Published online by Cambridge University Press: 04 November 2017
Nearly thirty-five million ethnic Chinese now live outside mainland China, Hong Kong, Macao and Taiwan. Known collectively as “Chinese overseas”, they are a crucial force in the socio-economic transformations of modern China and the countries they reside and in the processes of cross-national interaction. Viewed from the perspective of international migration, they are one of the most dynamic immigrant and ethnic minorities. Despite a steady growth of interest in diasporic Chinese societies, relevant writings are scattered across scholarly journals, while some pioneering studies are out of print and hard to find. By re-examining the central themes of some representative works published in the last seven decades and reflecting upon the changing genealogies of the field, I hope readers can gain a deeper understanding of Chinese communities overseas in different historical periods and geo-cultural settings.

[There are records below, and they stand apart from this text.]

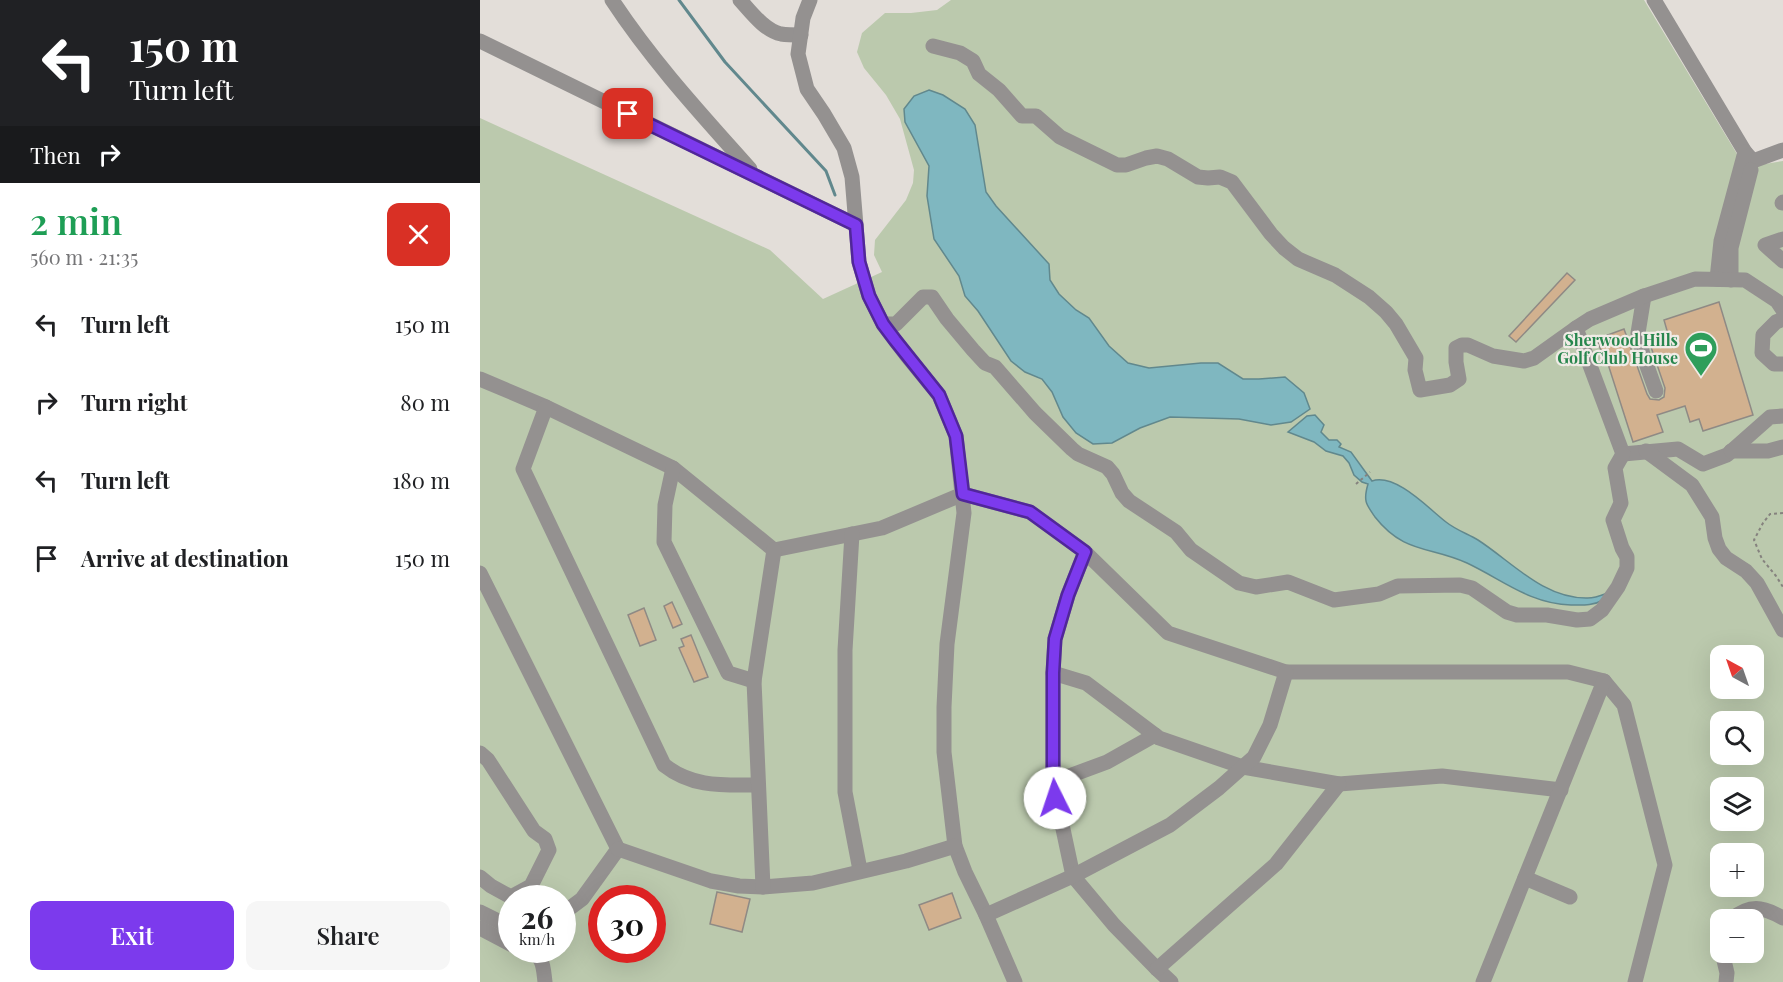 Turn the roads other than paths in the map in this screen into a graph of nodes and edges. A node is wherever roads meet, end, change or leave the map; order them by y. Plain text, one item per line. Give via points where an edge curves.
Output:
1 (612, 0) edge
2 (740, 0) edge
3 (810, 0) edge
4 (1654, 0) edge
5 (801, 34) junction
6 (480, 41) edge
7 (933, 46) dead end
8 (1783, 150) edge
9 (1749, 157) junction
10 (756, 176) junction
11 (856, 225) junction
12 (1783, 239) edge
13 (1783, 261) edge
14 (1724, 280) junction
15 (1644, 296) junction
16 (1783, 309) edge
17 (1783, 318) edge
18 (883, 324) junction
19 (1576, 328) junction
20 (1783, 364) edge
21 (480, 379) edge
22 (1656, 391) dead end
23 (546, 407) junction
24 (1783, 416) edge
25 (1783, 447) edge
26 (1731, 451) junction
27 (1646, 452) junction
28 (1623, 454) junction
29 (1703, 464) junction
30 (673, 468) junction
31 (1688, 483) junction
32 (963, 494) junction
33 (852, 534) junction
34 (774, 550) junction
35 (1085, 552) junction
36 (480, 573) edge
37 (1783, 630) edge
38 (1286, 672) junction
39 (1053, 673) junction
40 (754, 681) junction
41 (1604, 681) junction
42 (1155, 735) junction
43 (480, 753) edge
44 (1243, 767) junction
45 (1053, 782) junction
46 (758, 784) junction
47 (1339, 784) junction
48 (1561, 790) junction
49 (955, 846) junction
50 (618, 849) junction
51 (861, 870) junction
52 (1073, 876) junction
53 (480, 877) edge
54 (1525, 878) junction
55 (763, 887) junction
56 (1570, 897) dead end
57 (576, 904) edge
58 (1764, 909) edge
59 (480, 912) edge
60 (986, 915) junction
61 (1783, 918) edge
62 (498, 921) edge
63 (480, 928) edge
64 (498, 938) edge
65 (542, 963) edge
66 (1724, 963) edge
67 (1156, 969) junction
68 (545, 982) edge
69 (1015, 982) edge
70 (1171, 982) edge
71 (1483, 982) edge
72 (1635, 982) edge
73 (1726, 982) edge

1 - 10 street via 665,72
2 - 5 street via 774,32
3 - 5 street
4 - 9 street
5 - 11 street via 798,54 807,89 844,148 852,177
6 - 10 street
7 - 19 street via 973,61 979,74 1022,116 1036,116 1060,137 1117,165 1157,156 1198,177 1220,177 1232,183 1271,234 1298,260 1335,275 1386,312 1416,358 1420,390 1450,385 1459,379 1455,348 1462,345 1524,361
8 - 9 street
9 - 14 street
10 - 11 street
11 - 18 street via 859,262
12 - 13 street via 1766,245
14 - 15 street via 1695,279
14 - 16 street via 1745,280
15 - 19 street
15 - 22 street via 1638,333
17 - 20 street via 1763,335 1762,353 1774,364
18 - 28 street via 896,324 923,297 932,297 973,350 995,367 1072,449 1107,467 1129,501 1176,532 1191,550 1239,583 1256,587 1288,582 1334,600 1378,594 1398,586 1460,585 1517,615 1590,619 1602,610 1627,568 1627,557 1613,520 1621,503 1615,468
18 - 32 street via 939,395 956,436
19 - 28 street
21 - 23 street
23 - 30 street
23 - 46 street via 523,469 664,765 675,774 704,783
24 - 26 street via 1770,417
25 - 26 street
26 - 29 street
27 - 28 street
27 - 29 street via 1678,449
27 - 31 street
29 - 31 street
30 - 34 street
30 - 40 street via 664,506 664,542 728,673
31 - 37 street via 1712,517 1719,549 1757,583
32 - 33 street via 882,528
32 - 35 street via 1030,512
32 - 49 street via 944,707 944,752
33 - 34 street
33 - 51 street via 845,651 845,792
34 - 40 street
35 - 38 street via 1168,633
35 - 39 street via 1055,639
36 - 50 street
38 - 41 street via 1568,672
38 - 44 street via 1270,725 1254,757
39 - 42 street via 1086,683
39 - 45 street
40 - 46 street
41 - 48 street
41 - 72 street via 1624,705 1665,864
42 - 44 street
42 - 45 street via 1107,762
43 - 53 street via 534,831 545,838 549,850 531,886 511,897
44 - 47 street
44 - 52 street via 1170,825
45 - 52 street
46 - 55 street
47 - 48 street via 1442,776
47 - 67 street via 1276,864
48 - 54 street
49 - 51 street
49 - 60 street
50 - 55 street via 711,881
50 - 57 street
51 - 55 street via 813,883
52 - 60 street
52 - 67 street
54 - 56 street
54 - 71 street
58 - 61 street
59 - 62 street
60 - 69 street
63 - 64 street
65 - 68 street
66 - 73 street
67 - 70 street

While by no means a comprehensive survey of relevant scholarship, this essay sketches the main trajectories and themes in Chinese international migration, meaning “the departure from Chinese soil for the purpose of living and working abroad with the likelihood of settlement”, whether or not the settlement was intended. It also reviews the changing approaches to these themes in spatial and temporal perspectives. The chapter goes on to provide an overview of these main approaches and connects them thematically and in other ways, and suggests additional references. Although this article is not specifically concerned with the status of overseas Chinese studies in the PRC per se, many issues discussed here have also been closely scrutinized by scholars in China, whose important efforts have collectively contributed to the field's emergence and maturation. This essay, therefore, can be read comparatively with other chapters in this volume dealing with Overseas Chinese studies in the PRC.
TRAJECTORIES AND THEMES
The Chinese have had a long history of living and working outside China — a concept that is in itself a historical construct. The first account of Chinese emigration dates back to the Qin and Han dynasties (221 B.C.–220 A.D.), but not until the mid-nineteenth century did Chinese start to leave on a massive scale. This exodus had two principal causes: The socio-economic dislocations brought about by Western intrusion and the deteriorating imperial order in late Qing China; and the growth in demand for cheap labour and for merchants to serve as middlemen between the Westerners and Southeast Asian indigenes.